*** Opening of Data supplied ***

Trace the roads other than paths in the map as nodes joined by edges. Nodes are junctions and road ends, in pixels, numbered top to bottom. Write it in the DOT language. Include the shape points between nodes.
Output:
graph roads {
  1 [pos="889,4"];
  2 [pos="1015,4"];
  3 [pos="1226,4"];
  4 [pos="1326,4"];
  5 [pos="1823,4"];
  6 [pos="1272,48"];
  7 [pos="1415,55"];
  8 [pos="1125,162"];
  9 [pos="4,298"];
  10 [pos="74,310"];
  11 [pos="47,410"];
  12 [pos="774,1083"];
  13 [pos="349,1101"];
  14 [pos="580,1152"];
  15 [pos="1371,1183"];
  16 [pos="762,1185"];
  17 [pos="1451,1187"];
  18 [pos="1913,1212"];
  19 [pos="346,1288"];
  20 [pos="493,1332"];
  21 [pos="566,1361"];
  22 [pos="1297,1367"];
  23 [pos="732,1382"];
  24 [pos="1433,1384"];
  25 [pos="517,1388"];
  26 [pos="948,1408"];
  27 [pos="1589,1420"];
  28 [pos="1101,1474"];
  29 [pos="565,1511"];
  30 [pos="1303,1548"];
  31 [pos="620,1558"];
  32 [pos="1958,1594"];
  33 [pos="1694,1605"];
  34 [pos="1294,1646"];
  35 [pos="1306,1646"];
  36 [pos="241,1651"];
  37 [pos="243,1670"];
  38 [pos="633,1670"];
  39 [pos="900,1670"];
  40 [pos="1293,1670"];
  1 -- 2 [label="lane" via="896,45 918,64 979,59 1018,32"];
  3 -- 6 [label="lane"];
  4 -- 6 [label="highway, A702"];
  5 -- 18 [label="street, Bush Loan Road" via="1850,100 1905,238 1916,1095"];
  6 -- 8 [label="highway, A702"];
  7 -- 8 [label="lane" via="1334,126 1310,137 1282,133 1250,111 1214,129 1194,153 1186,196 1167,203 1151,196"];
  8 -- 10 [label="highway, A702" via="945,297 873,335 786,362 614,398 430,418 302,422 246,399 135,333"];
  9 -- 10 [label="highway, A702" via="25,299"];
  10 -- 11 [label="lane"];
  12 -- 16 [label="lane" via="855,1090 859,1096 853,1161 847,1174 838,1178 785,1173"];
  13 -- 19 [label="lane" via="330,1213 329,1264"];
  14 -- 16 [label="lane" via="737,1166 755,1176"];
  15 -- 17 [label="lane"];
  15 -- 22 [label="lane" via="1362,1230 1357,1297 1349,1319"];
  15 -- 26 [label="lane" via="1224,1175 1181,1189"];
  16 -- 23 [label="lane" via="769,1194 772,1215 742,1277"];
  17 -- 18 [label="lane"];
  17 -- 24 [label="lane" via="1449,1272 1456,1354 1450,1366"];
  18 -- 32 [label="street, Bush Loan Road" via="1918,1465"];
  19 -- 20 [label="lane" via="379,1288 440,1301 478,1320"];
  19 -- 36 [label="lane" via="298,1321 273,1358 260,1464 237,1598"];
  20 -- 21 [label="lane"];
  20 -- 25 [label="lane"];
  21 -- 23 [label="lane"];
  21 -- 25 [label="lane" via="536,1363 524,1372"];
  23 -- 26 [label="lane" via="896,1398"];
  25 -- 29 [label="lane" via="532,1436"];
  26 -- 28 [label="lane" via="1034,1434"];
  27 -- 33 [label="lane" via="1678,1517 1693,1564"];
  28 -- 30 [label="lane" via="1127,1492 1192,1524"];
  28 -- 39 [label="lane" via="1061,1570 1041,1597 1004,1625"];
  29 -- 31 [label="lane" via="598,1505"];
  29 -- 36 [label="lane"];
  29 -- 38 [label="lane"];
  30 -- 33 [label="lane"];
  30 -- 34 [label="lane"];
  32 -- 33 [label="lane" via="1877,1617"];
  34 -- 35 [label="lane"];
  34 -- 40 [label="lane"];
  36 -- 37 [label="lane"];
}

*** Close of Data supplied ***

**Exercise details**
Each line in the listing is to be returned exactly.

**Final answer**
Trace the roads other than paths in the map as nodes joined by edges. Nodes are junctions and road ends, in pixels, numbered top to bottom. Write it in the DOT language. Include the shape points between nodes.
Output:
graph roads {
  1 [pos="889,4"];
  2 [pos="1015,4"];
  3 [pos="1226,4"];
  4 [pos="1326,4"];
  5 [pos="1823,4"];
  6 [pos="1272,48"];
  7 [pos="1415,55"];
  8 [pos="1125,162"];
  9 [pos="4,298"];
  10 [pos="74,310"];
  11 [pos="47,410"];
  12 [pos="774,1083"];
  13 [pos="349,1101"];
  14 [pos="580,1152"];
  15 [pos="1371,1183"];
  16 [pos="762,1185"];
  17 [pos="1451,1187"];
  18 [pos="1913,1212"];
  19 [pos="346,1288"];
  20 [pos="493,1332"];
  21 [pos="566,1361"];
  22 [pos="1297,1367"];
  23 [pos="732,1382"];
  24 [pos="1433,1384"];
  25 [pos="517,1388"];
  26 [pos="948,1408"];
  27 [pos="1589,1420"];
  28 [pos="1101,1474"];
  29 [pos="565,1511"];
  30 [pos="1303,1548"];
  31 [pos="620,1558"];
  32 [pos="1958,1594"];
  33 [pos="1694,1605"];
  34 [pos="1294,1646"];
  35 [pos="1306,1646"];
  36 [pos="241,1651"];
  37 [pos="243,1670"];
  38 [pos="633,1670"];
  39 [pos="900,1670"];
  40 [pos="1293,1670"];
  1 -- 2 [label="lane" via="896,45 918,64 979,59 1018,32"];
  3 -- 6 [label="lane"];
  4 -- 6 [label="highway, A702"];
  5 -- 18 [label="street, Bush Loan Road" via="1850,100 1905,238 1916,1095"];
  6 -- 8 [label="highway, A702"];
  7 -- 8 [label="lane" via="1334,126 1310,137 1282,133 1250,111 1214,129 1194,153 1186,196 1167,203 1151,196"];
  8 -- 10 [label="highway, A702" via="945,297 873,335 786,362 614,398 430,418 302,422 246,399 135,333"];
  9 -- 10 [label="highway, A702" via="25,299"];
  10 -- 11 [label="lane"];
  12 -- 16 [label="lane" via="855,1090 859,1096 853,1161 847,1174 838,1178 785,1173"];
  13 -- 19 [label="lane" via="330,1213 329,1264"];
  14 -- 16 [label="lane" via="737,1166 755,1176"];
  15 -- 17 [label="lane"];
  15 -- 22 [label="lane" via="1362,1230 1357,1297 1349,1319"];
  15 -- 26 [label="lane" via="1224,1175 1181,1189"];
  16 -- 23 [label="lane" via="769,1194 772,1215 742,1277"];
  17 -- 18 [label="lane"];
  17 -- 24 [label="lane" via="1449,1272 1456,1354 1450,1366"];
  18 -- 32 [label="street, Bush Loan Road" via="1918,1465"];
  19 -- 20 [label="lane" via="379,1288 440,1301 478,1320"];
  19 -- 36 [label="lane" via="298,1321 273,1358 260,1464 237,1598"];
  20 -- 21 [label="lane"];
  20 -- 25 [label="lane"];
  21 -- 23 [label="lane"];
  21 -- 25 [label="lane" via="536,1363 524,1372"];
  23 -- 26 [label="lane" via="896,1398"];
  25 -- 29 [label="lane" via="532,1436"];
  26 -- 28 [label="lane" via="1034,1434"];
  27 -- 33 [label="lane" via="1678,1517 1693,1564"];
  28 -- 30 [label="lane" via="1127,1492 1192,1524"];
  28 -- 39 [label="lane" via="1061,1570 1041,1597 1004,1625"];
  29 -- 31 [label="lane" via="598,1505"];
  29 -- 36 [label="lane"];
  29 -- 38 [label="lane"];
  30 -- 33 [label="lane"];
  30 -- 34 [label="lane"];
  32 -- 33 [label="lane" via="1877,1617"];
  34 -- 35 [label="lane"];
  34 -- 40 [label="lane"];
  36 -- 37 [label="lane"];
}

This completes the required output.